▶ EXERCISE DATA

----------

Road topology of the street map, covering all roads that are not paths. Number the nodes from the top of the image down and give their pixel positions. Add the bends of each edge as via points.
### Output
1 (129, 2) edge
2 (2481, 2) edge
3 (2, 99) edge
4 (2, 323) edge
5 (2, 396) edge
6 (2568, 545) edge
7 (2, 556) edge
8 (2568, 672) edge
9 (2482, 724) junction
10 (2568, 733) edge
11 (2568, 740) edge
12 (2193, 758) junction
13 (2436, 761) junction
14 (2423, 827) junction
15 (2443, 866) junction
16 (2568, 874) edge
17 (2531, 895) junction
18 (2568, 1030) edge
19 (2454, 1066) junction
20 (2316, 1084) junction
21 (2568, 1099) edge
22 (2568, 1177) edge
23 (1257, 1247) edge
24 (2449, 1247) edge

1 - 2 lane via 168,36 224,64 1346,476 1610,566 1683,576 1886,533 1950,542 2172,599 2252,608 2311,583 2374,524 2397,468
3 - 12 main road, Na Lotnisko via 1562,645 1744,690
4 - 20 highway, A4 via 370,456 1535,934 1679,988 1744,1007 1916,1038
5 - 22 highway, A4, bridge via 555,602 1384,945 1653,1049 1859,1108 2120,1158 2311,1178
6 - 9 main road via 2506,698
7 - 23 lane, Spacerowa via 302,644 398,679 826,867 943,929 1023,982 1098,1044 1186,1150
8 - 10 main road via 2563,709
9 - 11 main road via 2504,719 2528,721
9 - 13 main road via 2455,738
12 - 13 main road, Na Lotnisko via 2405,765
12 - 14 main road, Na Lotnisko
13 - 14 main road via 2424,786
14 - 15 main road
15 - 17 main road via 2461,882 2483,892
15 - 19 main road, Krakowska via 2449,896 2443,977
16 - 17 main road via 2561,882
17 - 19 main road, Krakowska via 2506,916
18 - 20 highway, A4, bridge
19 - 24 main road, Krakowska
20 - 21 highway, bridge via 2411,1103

----------

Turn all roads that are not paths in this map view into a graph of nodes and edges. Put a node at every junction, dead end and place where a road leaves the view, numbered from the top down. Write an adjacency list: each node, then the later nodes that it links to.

----------

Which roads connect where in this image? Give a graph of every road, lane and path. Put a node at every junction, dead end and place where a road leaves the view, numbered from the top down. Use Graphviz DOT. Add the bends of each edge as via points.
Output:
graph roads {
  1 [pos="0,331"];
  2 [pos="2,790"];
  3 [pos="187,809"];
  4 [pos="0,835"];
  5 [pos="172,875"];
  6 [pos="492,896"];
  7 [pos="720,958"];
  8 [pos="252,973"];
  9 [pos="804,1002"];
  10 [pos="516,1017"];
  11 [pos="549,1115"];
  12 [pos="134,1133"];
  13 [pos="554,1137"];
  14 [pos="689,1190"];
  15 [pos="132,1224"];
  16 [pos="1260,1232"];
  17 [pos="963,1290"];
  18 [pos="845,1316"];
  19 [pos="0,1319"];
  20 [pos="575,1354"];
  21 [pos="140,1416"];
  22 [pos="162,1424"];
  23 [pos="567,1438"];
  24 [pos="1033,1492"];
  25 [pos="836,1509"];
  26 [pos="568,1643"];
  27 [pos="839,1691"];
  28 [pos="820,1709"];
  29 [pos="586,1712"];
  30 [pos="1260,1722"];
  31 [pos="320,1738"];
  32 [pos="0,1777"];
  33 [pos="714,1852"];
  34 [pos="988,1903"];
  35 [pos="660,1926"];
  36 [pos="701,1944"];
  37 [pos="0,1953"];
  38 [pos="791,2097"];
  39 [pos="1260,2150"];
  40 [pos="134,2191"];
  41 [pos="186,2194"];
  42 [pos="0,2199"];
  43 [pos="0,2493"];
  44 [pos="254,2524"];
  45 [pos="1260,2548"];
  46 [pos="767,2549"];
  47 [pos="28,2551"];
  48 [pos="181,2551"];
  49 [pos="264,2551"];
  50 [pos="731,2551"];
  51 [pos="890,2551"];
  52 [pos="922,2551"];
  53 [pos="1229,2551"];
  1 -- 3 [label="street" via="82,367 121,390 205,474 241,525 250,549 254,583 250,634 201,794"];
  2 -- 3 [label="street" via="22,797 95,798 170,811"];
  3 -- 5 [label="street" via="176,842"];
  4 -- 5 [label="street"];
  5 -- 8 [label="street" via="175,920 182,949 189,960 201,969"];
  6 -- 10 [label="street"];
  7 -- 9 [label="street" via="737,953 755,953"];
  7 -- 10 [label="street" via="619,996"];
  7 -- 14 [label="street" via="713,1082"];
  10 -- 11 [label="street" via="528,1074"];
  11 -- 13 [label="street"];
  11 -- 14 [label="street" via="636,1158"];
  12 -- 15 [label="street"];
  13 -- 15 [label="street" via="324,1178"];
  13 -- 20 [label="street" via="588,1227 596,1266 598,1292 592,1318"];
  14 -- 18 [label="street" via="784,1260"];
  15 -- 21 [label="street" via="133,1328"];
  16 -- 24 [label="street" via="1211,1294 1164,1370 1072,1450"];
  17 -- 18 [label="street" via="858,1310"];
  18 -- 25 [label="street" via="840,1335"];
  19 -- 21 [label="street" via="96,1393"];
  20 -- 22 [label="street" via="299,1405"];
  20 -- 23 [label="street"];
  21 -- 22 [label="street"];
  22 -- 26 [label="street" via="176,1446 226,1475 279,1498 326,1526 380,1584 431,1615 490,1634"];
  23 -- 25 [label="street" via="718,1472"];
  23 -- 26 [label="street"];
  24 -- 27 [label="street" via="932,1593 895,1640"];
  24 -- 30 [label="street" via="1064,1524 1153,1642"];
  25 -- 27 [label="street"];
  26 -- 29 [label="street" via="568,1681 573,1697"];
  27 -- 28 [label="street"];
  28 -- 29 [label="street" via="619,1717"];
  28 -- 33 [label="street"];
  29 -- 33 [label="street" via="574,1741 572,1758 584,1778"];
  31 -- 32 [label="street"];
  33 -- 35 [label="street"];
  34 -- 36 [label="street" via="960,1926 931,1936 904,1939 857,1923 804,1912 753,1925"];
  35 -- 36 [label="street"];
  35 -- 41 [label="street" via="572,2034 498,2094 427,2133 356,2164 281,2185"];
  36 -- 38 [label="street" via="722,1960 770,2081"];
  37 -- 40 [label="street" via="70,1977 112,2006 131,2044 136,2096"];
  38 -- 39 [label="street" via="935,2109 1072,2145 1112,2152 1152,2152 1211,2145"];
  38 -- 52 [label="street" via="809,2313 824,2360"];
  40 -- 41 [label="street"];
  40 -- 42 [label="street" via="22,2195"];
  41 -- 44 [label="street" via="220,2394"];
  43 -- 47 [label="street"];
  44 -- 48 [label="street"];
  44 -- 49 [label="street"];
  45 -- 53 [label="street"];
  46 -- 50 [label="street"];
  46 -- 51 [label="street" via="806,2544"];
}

----------

▶ AIM OF THE TASK
Filter the entries down to the lines with the word "image" in them, and copy those lines.

▶ WRITTEN ANSWER
Road topology of the street map, covering all roads that are not paths. Number the nodes from the top of the image down and give their pixel positions. Add the bends of each edge as via points.
Which roads connect where in this image? Give a graph of every road, lane and path. Put a node at every junction, dead end and place where a road leaves the view, numbered from the top down. Use Graphviz DOT. Add the bends of each edge as via points.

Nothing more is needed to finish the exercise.